Desde cedo os resultados foram muito fortes, dominando os campeonatos nacionais e sul-americanos de categoria. Em 2010, ele participou da primeira edição das Olimpíadas da Juventude e terminou em quinto. Foi medalhista nos Pan-Americanos de canoagem e, em 2011, conquistou a primeira medalha do Brasil a nível mundial da modalidade: ouro no Mundial Junior. Dois anos depois, abriu mão de defender o título para disputar o Mundial adulto. Resultado: duas medalhas, um bronze em prova olímpica (c1 1000m, essa mesma em que caiu ontem) e ouro em prova não olímpica. Esse ouro foi repetido hoje, quando sagrou-se bicampeão do C1 500, para alegria de quem adora uma história de “redenção”. Ele ganhou ainda um bronze ao lado de Erlon Souza na prova de C2 200, também não olímpica.
No facebook, ele postou:
Procurando reportagens antigas sobre ele, além dessa excelente entrevista do Esporte Essencial, achei declarações interessantes de seu técnico, o espanhol Jesús Morlán. O renomado treinador foi contratado pelo COB para auxiliar na preparação da canoagem visando os Jogos de 2016.
“O Isaquias sempre teve um potencial enorme, mas ainda tinha que entender que era um caminho longo de quatro anos de preparação para os Jogos. Então ainda faltava um pouco de paciência, ele queria tudo instantaneamente, mas em pouco tempo conseguimos trabalhar essa ansiedade dele”, conta o treinador. Ele também comenta que o baiano sofreu com o trabalho árduo, mas depois de ser campeão mundial entendeu que o sacrifício valia a pena.
Outro episódio interessante envolvendo o atleta foi seu “desabafo” nas redes sociais, após o ouro no Mundial do ano passado. Nele, ele fala que nada em sua vida mudou financeiramente, diz que está triste, que pensou em abandonar o esporte e voltar a ser “aquele moleque travesso”, e comenta de um amigo do Equador que ganhou uma casa após ser ouro em etapa da Copa do Mundo. O desabafo é forte e vale ser lido.
Já pensei bastante sobre essa questão da premiação para atletas. Não acho que alguém deve ganhar uma casa por ganhar uma medalha e entendo que hoje em dia há sim apoio ao esporte olímpico brasileiro – não da forma certa, uma vez que o investimento vem sendo feito no esporte de alto rendimento em buscas exclusivamente de medalhas em 2016, para sustentar uma boa colocação no quadro de medalhas, que pode até vir mas não significará que somos uma potência esportiva.
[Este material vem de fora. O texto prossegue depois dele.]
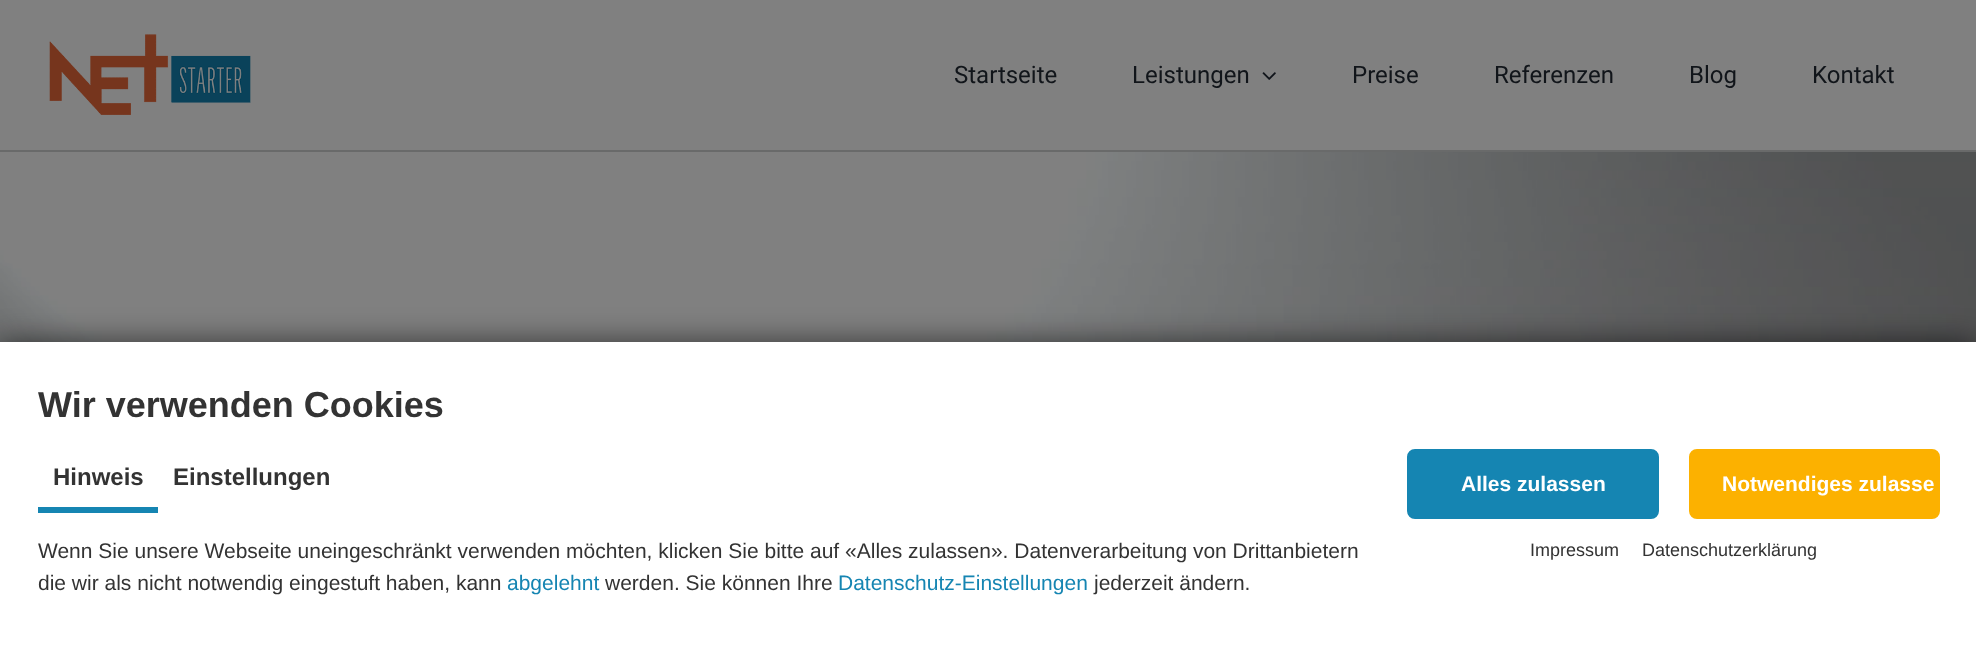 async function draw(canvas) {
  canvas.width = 1976;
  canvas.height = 671;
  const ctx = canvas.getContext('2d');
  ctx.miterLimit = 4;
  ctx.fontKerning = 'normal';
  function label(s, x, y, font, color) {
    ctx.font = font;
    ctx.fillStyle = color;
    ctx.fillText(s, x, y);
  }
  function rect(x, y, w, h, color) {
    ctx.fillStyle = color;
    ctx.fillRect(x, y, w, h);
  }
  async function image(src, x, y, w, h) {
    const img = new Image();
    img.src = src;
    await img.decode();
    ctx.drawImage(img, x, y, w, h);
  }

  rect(0, 0, 1976, 671, '#808080');
  await image('assets/img1.png', 49, 34, 202, 81);
  label('Startseite', 954, 83, '24px Roboto', '#11151a');
  label('Leistungen', 1132, 83, '24px Roboto', '#11151a');
  await image('assets/img2.png', 1262, 72, 14, 8);
  label('Preise', 1352, 83, '24px Roboto', '#11151a');
  label('Referenzen', 1494, 83, '24px Roboto', '#11151a');
  label('Blog', 1689, 83, '24px Roboto', '#11151a');
  label('Kontakt', 1812, 83, '24px Roboto', '#11151a');
  await image('assets/img3.png', 0, 152, 1976, 190);
  rect(0, 150, 1976, 2, '#696a6a');
  ctx.fillStyle = '#00000099';
  ctx.filter = 'blur(15px)';
  ctx.beginPath();
  ctx.rect(0, 342, 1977, 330);
  ctx.fill();
  ctx.filter = 'none';
  rect(0, 342, 1976, 329, '#fff');
  label('Wir verwenden Cookies', 38, 417, 'bold 36px Liberation Sans', '#333');
  rect(38, 507, 120, 6, '#1585b2');
  label('Hinweis', 53, 485, 'bold 24px Liberation Sans', '#333');
  label('Einstellungen', 173, 485, 'bold 24px Liberation Sans', '#333');
  label('Wenn Sie unsere Webseite uneingeschränkt verwenden möchten, klicken Sie bitte auf «Alles zulassen». Datenverarbeitung von Drittanbietern', 38, 558, '21px Liberation Sans', '#333');
  label('die wir als nicht notwendig eingestuft haben, kann', 38, 590, '21px Liberation Sans', '#333');
  label('abgelehnt', 507, 590, '21px Liberation Sans', '#1585b2');
  label('werden. Sie können Ihre', 605, 590, '21px Liberation Sans', '#333');
  label('Datenschutz-Einstellungen', 838, 590, '21px Liberation Sans', '#1585b2');
  label('jederzeit ändern.', 1094, 590, '21px Liberation Sans', '#333');
  ctx.fillStyle = '#1585b2';
  ctx.beginPath();
  ctx.roundRect(1408.5, 450.5, 249, 67, 6.5);
  ctx.fill();
  ctx.strokeStyle = '#1585b2';
  ctx.lineWidth = 3;
  ctx.stroke();
  label('Alles zulassen', 1461, 491, 'bold 21px Liberation Sans', '#fff');
  ctx.fillStyle = '#fcb100';
  ctx.beginPath();
  ctx.roundRect(1690.5, 450.5, 248, 67, 6.5);
  ctx.fill();
  ctx.strokeStyle = '#fcb100';
  ctx.stroke();
  label('Notwendiges zulasse', 1722, 491, 'bold 21px Liberation Sans', '#fff');
  label('Impressum', 1530, 556, '18px Liberation Sans', '#333');
  label('Datenschutzerklärung', 1642, 556, '18px Liberation Sans', '#333');
}

draw(document.querySelector('canvas')); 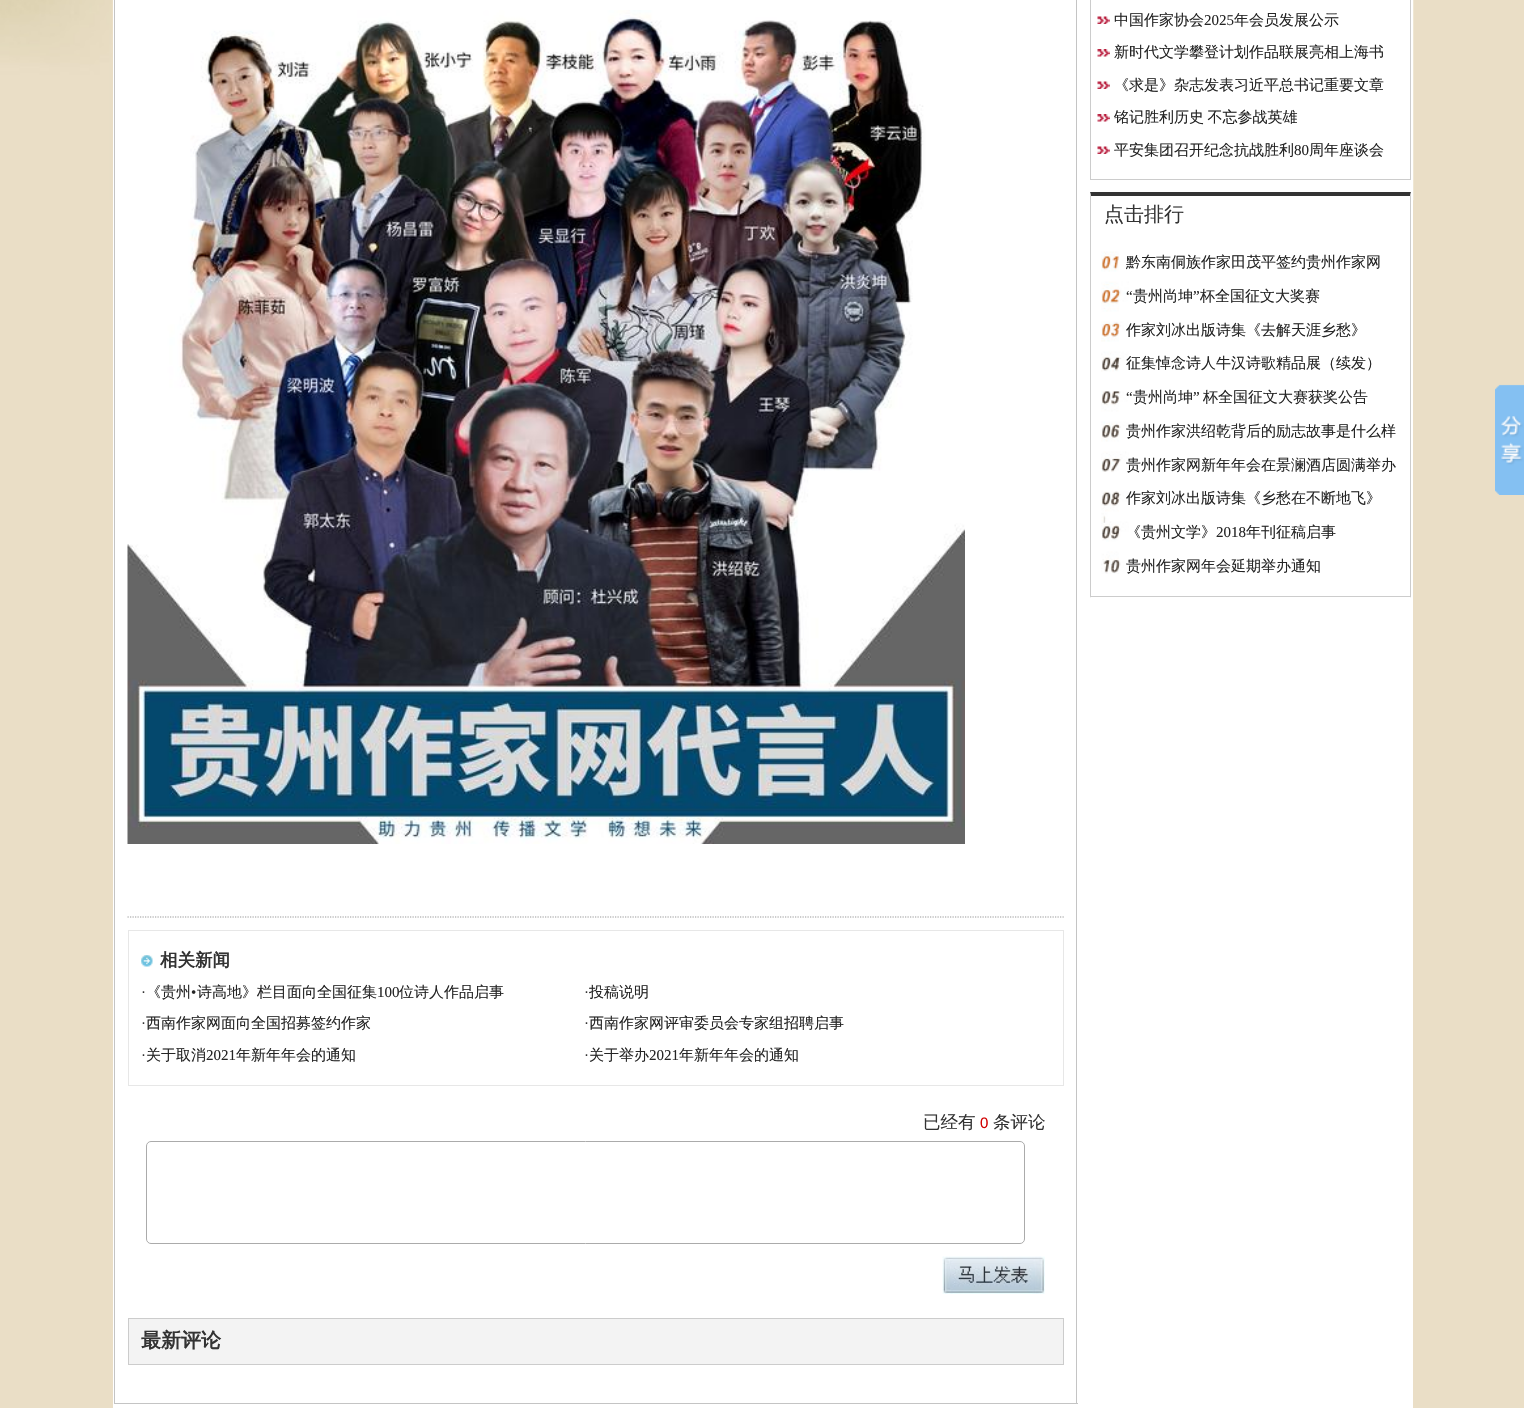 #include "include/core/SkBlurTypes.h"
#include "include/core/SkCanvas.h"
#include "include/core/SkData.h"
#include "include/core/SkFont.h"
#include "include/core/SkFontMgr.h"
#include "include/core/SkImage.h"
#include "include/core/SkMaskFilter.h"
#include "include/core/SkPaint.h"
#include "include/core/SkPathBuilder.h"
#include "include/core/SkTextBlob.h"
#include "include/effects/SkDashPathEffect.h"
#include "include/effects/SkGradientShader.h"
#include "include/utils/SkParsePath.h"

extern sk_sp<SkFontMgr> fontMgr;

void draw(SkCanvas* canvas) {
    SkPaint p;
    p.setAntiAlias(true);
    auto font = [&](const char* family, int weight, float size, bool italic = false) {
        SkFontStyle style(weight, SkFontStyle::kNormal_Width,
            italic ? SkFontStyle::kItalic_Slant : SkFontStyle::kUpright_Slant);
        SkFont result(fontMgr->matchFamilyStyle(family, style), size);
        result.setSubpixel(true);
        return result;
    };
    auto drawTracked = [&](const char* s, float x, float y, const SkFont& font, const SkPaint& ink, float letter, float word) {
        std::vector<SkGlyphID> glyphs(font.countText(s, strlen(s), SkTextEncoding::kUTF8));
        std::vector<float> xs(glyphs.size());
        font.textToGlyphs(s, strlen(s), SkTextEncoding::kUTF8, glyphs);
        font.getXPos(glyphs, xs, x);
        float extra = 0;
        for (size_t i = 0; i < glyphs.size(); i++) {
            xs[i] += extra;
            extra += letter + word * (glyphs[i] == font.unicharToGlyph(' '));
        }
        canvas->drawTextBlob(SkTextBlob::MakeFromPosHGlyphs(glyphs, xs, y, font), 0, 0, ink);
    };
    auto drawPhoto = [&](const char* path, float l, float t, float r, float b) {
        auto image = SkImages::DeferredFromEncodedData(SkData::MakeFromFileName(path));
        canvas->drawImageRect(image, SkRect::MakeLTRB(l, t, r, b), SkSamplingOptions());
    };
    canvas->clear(0xFFEADEC6);
    drawPhoto("media/1.png", 0, 0, 1414, 201);
    p.setColor(0xFFFFFFFF);
    canvas->drawRect(SkRect::MakeLTRB(113, 0, 1413, 1408), p);
    p.setColor(0xFFCCCCCC);
    canvas->drawPath(SkPathBuilder().moveTo(1411, -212).lineTo(1411, 180).lineTo(1410, 179).lineTo(1410, -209).close().detach(), p);
    canvas->drawRect(SkRect::MakeLTRB(1090, 179, 1411, 180), p);
    canvas->drawPath(SkPathBuilder().moveTo(1090, 180).lineTo(1090, -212).lineTo(1091, -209).lineTo(1091, 179).close().detach(), p);
    drawPhoto("media/2.png", 1097, 16, 1110, 24);
    auto font1 = font("WenQuanYi Zen Hei", 500, 15);
    p.setColor(0xFF252525);
    canvas->drawString("中国作家协会", 1114, 25, font1, p);
    auto font2 = font("Liberation Serif", 400, 15);
    canvas->drawString("2025", 1204, 25, font2, p);
    canvas->drawString("年会员发展公示", 1234, 25, font1, p);
    drawPhoto("media/3.png", 1097, 49, 1110, 57);
    canvas->drawString("新时代文学攀登计划作品联展亮相上海书", 1114, 57, font1, p);
    drawPhoto("media/2.png", 1097, 81, 1110, 89);
    canvas->drawString("《求是》杂志发表习近平总书记重要文章", 1114, 90, font1, p);
    drawPhoto("media/3.png", 1097, 114, 1110, 122);
    drawTracked("铭记胜利历史 不忘参战英雄", 1114, 122, font1, p, 0, -1);
    drawPhoto("media/2.png", 1097, 146, 1110, 154);
    canvas->drawString("平安集团召开纪念抗战胜利", 1114, 155, font1, p);
    canvas->drawString("80", 1294, 155, font2, p);
    canvas->drawString("周年座谈会", 1309, 155, font1, p);
    p.setColor(0xFF333333);
    canvas->drawPath(SkPathBuilder().moveTo(1090, 192).lineTo(1411, 192).lineTo(1410, 196).lineTo(1091, 196).close().detach(), p);
    p.setColor(0xFFCCCCCC);
    canvas->drawPath(SkPathBuilder().moveTo(1411, 192).lineTo(1411, 598).lineTo(1410, 596).lineTo(1410, 196).close().detach(), p);
    canvas->drawRect(SkRect::MakeLTRB(1090, 596, 1411, 597), p);
    canvas->drawPath(SkPathBuilder().moveTo(1090, 598).lineTo(1090, 192).lineTo(1091, 196).lineTo(1091, 596).close().detach(), p);
    auto font3 = font("WenQuanYi Zen Hei", 500, 20);
    p.setColor(0xFF333333);
    canvas->drawString("点击排行", 1104, 221, font3, p);
    drawPhoto("media/4.png", 1101, 251, 1129, 574);
    p.setColor(0xFF252525);
    canvas->drawString("黔东南侗族作家田茂平签约贵州作家网", 1126, 267, font1, p);
    canvas->drawString("“", 1126, 301, font2, p);
    canvas->drawString("贵州尚坤", 1133, 301, font1, p);
    canvas->drawString("”", 1193, 301, font2, p);
    {
        const struct { const char* s; float x, y; } items[] = {
            {"杯全国征文大奖赛", 1200, 301},
            {"作家刘冰出版诗集《去解天涯乡愁》", 1126, 335},
            {"征集悼念诗人牛汉诗歌精品展（续发）", 1126, 368},
        };
        for (auto [s, x, y] : items) {
            canvas->drawString(s, x, y, font1, p);
        }
    }
    canvas->drawString("“", 1126, 402, font2, p);
    canvas->drawString("贵州尚坤", 1133, 402, font1, p);
    canvas->drawString("”", 1193, 402, font2, p);
    {
        const struct { const char* s; float x, y; } items[] = {
            {"杯全国征文大赛获奖公告", 1203, 402},
            {"贵州作家洪绍乾背后的励志故事是什么样", 1126, 436},
            {"贵州作家网新年年会在景澜酒店圆满举办", 1126, 470},
            {"作家刘冰出版诗集《乡愁在不断地飞》", 1126, 503},
            {"《贵州文学》", 1126, 537},
        };
        for (auto [s, x, y] : items) {
            canvas->drawString(s, x, y, font1, p);
        }
    }
    canvas->drawString("2018", 1216, 537, font2, p);
    canvas->drawString("年刊征稿启事", 1246, 537, font1, p);
    canvas->drawString("贵州作家网年会延期举办通知", 1126, 571, font1, p);
    {
        const struct { float l, t, r, b; SkColor color; } items[] = {
            {1076, 0, 1077, 1404, 0xFFC4C4C4},
            {114, 1403, 1078, 1404, 0xFFC4C4C4},
            {114, 0, 115, 1404, 0xFFC4C4C4},
        };
        for (auto [l, t, r, b, color] : items) {
            p.setColor(color);
            canvas->drawRect(SkRect::MakeLTRB(l, t, r, b), p);
        }
    }
    drawPhoto("media/5.png", 127, 10, 965, 844);
    p.setStyle(SkPaint::kStroke_Style);
    p.setStrokeWidth(1.2f);
    p.setColor(0xFF999999);
    p.setPathEffect(SkDashPathEffect::Make({{1.25f, 1.25f}}, 0));
    canvas->drawPath(SkPathBuilder().moveTo(127.5f, 917).lineTo(1064, 917).detach(), p);
    p.setPathEffect(nullptr);
    p.setStrokeWidth(1);
    p.setColor(0xFFE7E7E7);
    canvas->drawRect(SkRect::MakeLTRB(128.5f, 930.5f, 1063.5f, 1085.5f), p);
    drawPhoto("media/6.png", 141, 955, 153, 967);
    auto font4 = font("WenQuanYi Zen Hei", 700, 17.5f);
    p.setStyle(SkPaint::kFill_Style);
    p.setColor(0xFF333333);
    canvas->drawString("相关新闻", 160, 966, font4, p);
    canvas->drawString("·", 141, 997, font2, p);
    p.setColor(0xFF252525);
    canvas->drawString("《贵州", 146, 997, font1, p);
    canvas->drawString("•", 191, 997, font2, p);
    canvas->drawString("诗高地》栏目面向全国征集", 197, 997, font1, p);
    canvas->drawString("100", 377, 997, font2, p);
    canvas->drawString("位诗人作品启事", 399, 997, font1, p);
    p.setColor(0xFF333333);
    canvas->drawString("·", 584, 997, font2, p);
    p.setColor(0xFF252525);
    canvas->drawString("投稿说明", 589, 997, font1, p);
    p.setColor(0xFF333333);
    canvas->drawString("·", 141, 1028, font2, p);
    p.setColor(0xFF252525);
    canvas->drawString("西南作家网面向全国招募签约作家", 146, 1028, font1, p);
    p.setColor(0xFF333333);
    canvas->drawString("·", 584, 1028, font2, p);
    p.setColor(0xFF252525);
    canvas->drawString("西南作家网评审委员会专家组招聘启事", 589, 1028, font1, p);
    p.setColor(0xFF333333);
    canvas->drawString("·", 141, 1060, font2, p);
    p.setColor(0xFF252525);
    canvas->drawString("关于取消", 146, 1060, font1, p);
    canvas->drawString("2021", 206, 1060, font2, p);
    canvas->drawString("年新年年会的通知", 236, 1060, font1, p);
    p.setColor(0xFF333333);
    canvas->drawString("·", 584, 1060, font2, p);
    p.setColor(0xFF252525);
    canvas->drawString("关于举办", 589, 1060, font1, p);
    canvas->drawString("2021", 649, 1060, font2, p);
    canvas->drawString("年新年年会的通知", 679, 1060, font1, p);
    auto font5 = font("WenQuanYi Zen Hei", 500, 17.5f);
    p.setColor(0xFF333333);
    canvas->drawString("已经有", 923, 1128, font5, p);
    auto font6 = font("Liberation Sans", 400, 15);
    p.setColor(0xFFD10000);
    canvas->drawString("0", 980, 1128, font6, p);
    p.setColor(0xFF333333);
    canvas->drawString("条评论", 993, 1128, font5, p);
    p.setStyle(SkPaint::kStroke_Style);
    p.setColor(0xFFABABAB);
    canvas->drawRoundRect(SkRect::MakeLTRB(146.5f, 1141.5f, 1024.5f, 1243.5f), 4.5f, 4.5f, p);
    drawPhoto("media/7.png", 942, 1256, 1045, 1294);
    p.setStyle(SkPaint::kFill_Style);
    p.setColor(0xFFF3F3F3);
    canvas->drawRect(SkRect::MakeLTRB(128.5f, 1318.5f, 1063.5f, 1364.5f), p);
    p.setStyle(SkPaint::kStroke_Style);
    p.setColor(0xFFCCCCCC);
    canvas->drawRect(SkRect::MakeLTRB(128.5f, 1318.5f, 1063.5f, 1364.5f), p);
    auto font7 = font("WenQuanYi Zen Hei", 700, 20);
    p.setStyle(SkPaint::kFill_Style);
    p.setColor(0xFF333333);
    canvas->drawString("最新评论", 141, 1347, font7, p);
    drawPhoto("media/8.png", 1495, 384, 1524, 495);
}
Mas que há mais investimentos hoje dia, isso é inegável.
O ponto é que, lendo a história de Isaquias, entendo sua frustração. Acho que ele tem toda razão em cobrar mais atenção, em “denunciar” os erros da Confederação, compreendo sua “impaciência por um resultado” como o técnico colocou. Estamos falando de um jovem de 20 anos, que saiu de casa aos 14, que vê no esporte uma forma de mudar de vida e que luta diariamente para um resultado. O esporte no Brasil não podia ser diferente do que é o Brasil e suas desigualdades de todos os tipos. Não digo isso de forma piegas, nem pintando Isaquias como um “coitadinho”. É só uma constatação de como funciona o esporte olímpico no Brasil.